Excerpts from a dataset
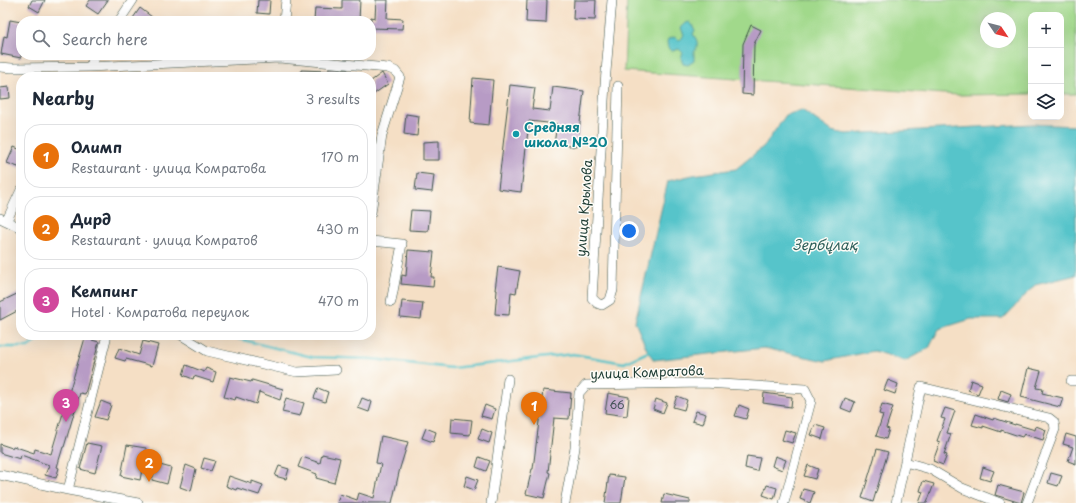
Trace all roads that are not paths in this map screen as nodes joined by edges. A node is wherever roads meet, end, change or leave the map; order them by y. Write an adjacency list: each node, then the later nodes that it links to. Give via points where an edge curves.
1 (133, 0): 4 (street)
2 (286, 0): 5 (street)
3 (612, 0): 11 (street, улица Крылова, via 592,298 602,305 610,300 613,290)
4 (122, 16)
5 (284, 16)
6 (93, 60): 10 (street)
7 (210, 60): 10 (street)
8 (315, 60): 12 (street, via 388,68 396,71 400,77 382,135)
9 (0, 67): 10 (street)
10 (89, 67)
11 (618, 86)
12 (376, 178)
13 (16, 198): 14 (street)
14 (3, 219): 15 (street)
15 (16, 226)
16 (376, 241): 17 (street, via 402,244)
17 (391, 302)
18 (106, 340): 24 (street)
19 (189, 340): 20 (street, via 206,351 297,372)
20 (336, 370)
21 (508, 379): 27 (street)
22 (905, 462): 30 (street); 31 (street, via 930,469 962,488); 32 (street, via 921,387 1049,418 1054,422 1055,429)
23 (0, 475): 24 (street)
24 (68, 490): 25 (street)
25 (120, 501): 26 (street)
26 (138, 503)
27 (490, 503)
28 (565, 503): 29 (street, улица Комратова, via 575,448 579,393 586,385 704,383 805,389 810,401)
29 (784, 503)
30 (896, 503)
31 (1000, 503)
32 (1027, 503)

== TASK GOAL ==
Repeat the entries verbatim; no pictures.

== SOLVED EXERCISE ==
Trace all roads that are not paths in this map screen as nodes joined by edges. A node is wherever roads meet, end, change or leave the map; order them by y. Write an adjacency list: each node, then the later nodes that it links to. Give via points where an edge curves.
1 (133, 0): 4 (street)
2 (286, 0): 5 (street)
3 (612, 0): 11 (street, улица Крылова, via 592,298 602,305 610,300 613,290)
4 (122, 16)
5 (284, 16)
6 (93, 60): 10 (street)
7 (210, 60): 10 (street)
8 (315, 60): 12 (street, via 388,68 396,71 400,77 382,135)
9 (0, 67): 10 (street)
10 (89, 67)
11 (618, 86)
12 (376, 178)
13 (16, 198): 14 (street)
14 (3, 219): 15 (street)
15 (16, 226)
16 (376, 241): 17 (street, via 402,244)
17 (391, 302)
18 (106, 340): 24 (street)
19 (189, 340): 20 (street, via 206,351 297,372)
20 (336, 370)
21 (508, 379): 27 (street)
22 (905, 462): 30 (street); 31 (street, via 930,469 962,488); 32 (street, via 921,387 1049,418 1054,422 1055,429)
23 (0, 475): 24 (street)
24 (68, 490): 25 (street)
25 (120, 501): 26 (street)
26 (138, 503)
27 (490, 503)
28 (565, 503): 29 (street, улица Комратова, via 575,448 579,393 586,385 704,383 805,389 810,401)
29 (784, 503)
30 (896, 503)
31 (1000, 503)
32 (1027, 503)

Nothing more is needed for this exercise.